For a Penny Hoarder, grocery delivery service is a luxury — and not just because someone else does heavy lifting of going to the store and hauling in the bags.
You have to pay for delivery, and sometimes the cost of the groceries themselves doesn’t match what’s in the store.
But as it turns out, if you’re prone to impulse shopping or underestimating the total of your pile of goods, indulging in a grocery delivery service might actually save you money.
Yeah, we were surprised too. Isn’t it great when the easy way actually is better?
6 Ways Online Grocery Shopping Can Actually Help You Save Money
Many of these tips come from reddit user ladyorchid, who wrote a wonderful post about how she saves money with Peapod.
But as it turns out, lots of shoppers agree grocery delivery services can be a frugal option.
Still don’t believe us? Here are six examples.
1. You’ll Save on Impulse Buys
It’s a lot harder to let yourself get away with buying an extra something you don’t need when you’re shopping online.
Clicking somehow feels so much more intentional than throwing the ice cream blindly into the mess of goods you’re carting around.
Plus, since many of these grocery delivery services keep a list of your favorite/repeat buys, it’s easy to buy just what you need instead of what you want — it’s already programmed in!

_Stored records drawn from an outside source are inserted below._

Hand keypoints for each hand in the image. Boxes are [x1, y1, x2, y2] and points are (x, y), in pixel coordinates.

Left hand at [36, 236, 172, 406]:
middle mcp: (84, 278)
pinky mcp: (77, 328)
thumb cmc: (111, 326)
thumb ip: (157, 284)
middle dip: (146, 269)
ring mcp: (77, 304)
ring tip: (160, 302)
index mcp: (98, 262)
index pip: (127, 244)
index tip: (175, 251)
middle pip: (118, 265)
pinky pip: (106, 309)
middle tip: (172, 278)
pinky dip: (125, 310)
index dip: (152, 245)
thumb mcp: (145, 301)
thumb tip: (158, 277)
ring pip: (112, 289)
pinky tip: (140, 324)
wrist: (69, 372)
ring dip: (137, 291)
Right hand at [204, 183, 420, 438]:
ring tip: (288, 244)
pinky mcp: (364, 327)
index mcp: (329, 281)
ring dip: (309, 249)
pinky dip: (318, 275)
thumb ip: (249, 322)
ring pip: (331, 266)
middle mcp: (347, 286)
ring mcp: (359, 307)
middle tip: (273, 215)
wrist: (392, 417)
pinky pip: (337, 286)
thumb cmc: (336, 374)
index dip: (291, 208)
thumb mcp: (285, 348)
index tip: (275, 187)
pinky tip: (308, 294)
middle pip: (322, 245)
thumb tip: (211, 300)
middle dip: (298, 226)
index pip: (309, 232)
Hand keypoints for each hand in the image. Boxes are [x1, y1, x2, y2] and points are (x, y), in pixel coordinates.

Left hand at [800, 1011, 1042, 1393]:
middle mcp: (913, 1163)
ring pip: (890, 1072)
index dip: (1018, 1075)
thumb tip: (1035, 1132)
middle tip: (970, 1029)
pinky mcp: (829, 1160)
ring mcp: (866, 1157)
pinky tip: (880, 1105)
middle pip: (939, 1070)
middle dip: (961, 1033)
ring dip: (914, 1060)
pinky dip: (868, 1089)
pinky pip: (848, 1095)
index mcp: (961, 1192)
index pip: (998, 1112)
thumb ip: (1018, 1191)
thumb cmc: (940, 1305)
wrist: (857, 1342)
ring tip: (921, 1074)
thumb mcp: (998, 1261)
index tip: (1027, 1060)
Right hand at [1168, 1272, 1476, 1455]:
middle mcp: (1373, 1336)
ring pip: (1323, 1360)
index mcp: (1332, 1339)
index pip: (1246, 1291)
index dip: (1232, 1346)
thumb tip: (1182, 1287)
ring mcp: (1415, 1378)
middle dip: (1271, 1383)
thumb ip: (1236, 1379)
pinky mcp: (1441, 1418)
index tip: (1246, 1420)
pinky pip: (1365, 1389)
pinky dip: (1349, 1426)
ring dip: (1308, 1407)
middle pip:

2. You Can See How Much You’re Spending Before It’s Too Late
I don’t know about you, but I have definitely had unpleasant surprises at the checkout counter. It’s so easy to accidentally round down instead of up as you’re keeping that running estimate in your head.
And once you’re up there, it can be embarrassing to ask to put things back.
But when you use an online grocery delivery service, you’ll see your shopping cart’s total, updated in real time as you add more items.
So you’ll know exactly when you’re approaching the cap on your grocery budget… and be better able to stick to it.
Plus, if you go over your total, you’ll probably be more likely to take junk food out of your cart than the stuff you really need — a win for your wallet and your waistline.
3. You Have More Time to Plan Meals
Many of these services offer on-demand grocery shipping within a few hours.
But you might save yourself extra shipping fees if you set up your order ahead of time — and also save money by tailoring that order as time goes on.
Maybe you realize by Tuesday that you don’t need another gallon of milk — and so you take it off your order to be delivered on Thursday.
If you make your order ahead of time and see your grocery budget approaching critical mass, you can swap out one of your recipes — and its pricy ingredients — for a cheaper option. It’s a lot easier to delete something from your cart than to run around the supermarket putting things back.
4. Some Items are Actually Cheaper
SuddenlyFrugal’s Leah Ingram says meat cost significantly less through Peapod than when she bought it at the store herself.
5. You Can Sort by Unit Price to Make Sure You Get the Best Deals
It’s a lot easier than whipping out your phone to calculate the price per ounce in the store aisle, or crouching down to check the bottom row, avoiding the retailer’s sneaky marketing. They put the highest-priced options right at eye level!
6. You Can Still Take Advantage of Deals
Are you a deal-stacking rock star? Use your strategies here, too.
Most grocery-delivery services are compatible with manufacturer coupons and receipt rebates through Ibotta.
Peapod even doubles coupons up to $9.99 — just check its FAQ!
Plus, sometimes the platforms themselves have sales, and most offer an introductory discount of a certain percentage or dollar amount off your first order.
Even with the delivery fees, these savings might mitigate the difference and keep your grocery budget even lower, especially if you struggle with impulse buys.
And don’t forget you use gas or spend public transit fare money every time you go shopping (unless you walk or bike) — and also that your time is money, especially if you work for yourself.
So go ahead and put your feet up. In this case, luxury is actually the smarter money move.
Your Turn: Do you use a grocery delivery service?